Beginning our new series on the legal issues to consider when operating abroad, Alain Farhad, Mark McMahon and Ali Auda look at Dubai
With a GDP of $108.4bn, Dubai has become a global business centre. Although initially built on oil revenues, the Emirate has diversified its economy to the extent that oil production contributes less than 1% of GDP.
Dubai is also currently preparing to host Expo 2020, which organisers say could attract 25 million visitors. In concert with the rise in non-oil exports and increased crude oil prices, it is no surprise that the construction industry in the UAE overall is expected to rise at a compound annual growth rate of 4.64% during 2019-23, up from 1.08% in 2014-18, and is expected to hit $101.2bn by 2023.
Funding and payment issues
Recent studies and surveys have found that the biggest challenges facing contractors in Dubai are:
- Payment delays by clients
- Lack of timely funding availability
- Changes in, or poorly, defined project scopes.
The changing economic environment, which nobody can unilaterally control, has also increased risks for the construction sector. The drop in oil prices that has continued since 2014 has affected not just Dubai but also other major oil producing countries. The dampening effect on the construction sector has therefore not been surprising.
Introduction of VAT
In order to raise revenues, the UAE introduced VAT on 1 January 2018 – an unprecedented development in the Gulf Cooperation Council region. The tax is applied at a uniform rate of 5% on taxable goods and services.
As a result, active contractors in Dubai have found themselves liable for VAT, including on projects that started before 2018 but were unlikely to be completed until after 2018. As a consequence of this, higher costs have been passed to clients in order to cover the higher costs of materials and other related factors. This has been difficult for both contractors and clients, particularly given the current financial climate.
Present instability in the Persian Gulf is also likely to affect construction costs. The recent targeting of oil tankers remains unresolved, and such uncertainty may increase the costs of shipping in the region, including (but not limited to) insurance premiums. The importance of shipping to Dubai cannot be understated (with the port of Jebel Ali being the ninth-largest in the world) and its proximity to the Persian Gulf and Strait of Hormuz are likely to increase costs for construction firms.
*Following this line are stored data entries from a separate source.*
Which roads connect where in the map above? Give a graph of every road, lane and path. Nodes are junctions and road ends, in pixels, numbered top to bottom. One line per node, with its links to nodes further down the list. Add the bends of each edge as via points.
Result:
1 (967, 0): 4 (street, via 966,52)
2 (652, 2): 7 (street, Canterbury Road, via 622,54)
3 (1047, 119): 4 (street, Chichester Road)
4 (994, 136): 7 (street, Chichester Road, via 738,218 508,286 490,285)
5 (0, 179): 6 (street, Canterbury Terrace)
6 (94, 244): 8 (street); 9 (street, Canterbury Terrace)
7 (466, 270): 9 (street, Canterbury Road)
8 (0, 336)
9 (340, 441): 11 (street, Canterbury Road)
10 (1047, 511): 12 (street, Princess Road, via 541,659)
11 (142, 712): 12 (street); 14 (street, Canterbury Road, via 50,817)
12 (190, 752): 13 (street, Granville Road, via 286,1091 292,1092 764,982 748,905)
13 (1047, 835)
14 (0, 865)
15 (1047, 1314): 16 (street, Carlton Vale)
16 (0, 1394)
Issues such as increased costs due to VAT and shipping risks will need to be factored into the price of tenders and contracts. While geopolitical tensions in the Persian Gulf and Strait of Hormuz are out of the control of construction firms, they can closely monitor reports on safety by domestic governments.
Potential legal issues in any construction contract can be mitigated by accounting for and allocating risks in a reasonable manner. Flexibility may be needed to adjust to the changing legal landscape, however. The use of UAE law by international firms in the region is accepted in the majority of contracts, but in return most contractors insist on neutral arbitration forums within which to resolve disputes.
Traditionally, arbitral institutions in London and Paris were selected, such as the London Court of International Arbitration (LCIA) and the International Court of Arbitration. However, disputes are now increasingly resolved using Dubai-based institutions such as Dubai International Arbitration Centre and the Dubai International Financial Centre (DIFC)-LCIA. The development of the DIFC and its common law-based system of courts has given contractors originating from common law jurisdictions the opportunity to litigate disputes in a legal system similar to those they use in their home jurisdictions.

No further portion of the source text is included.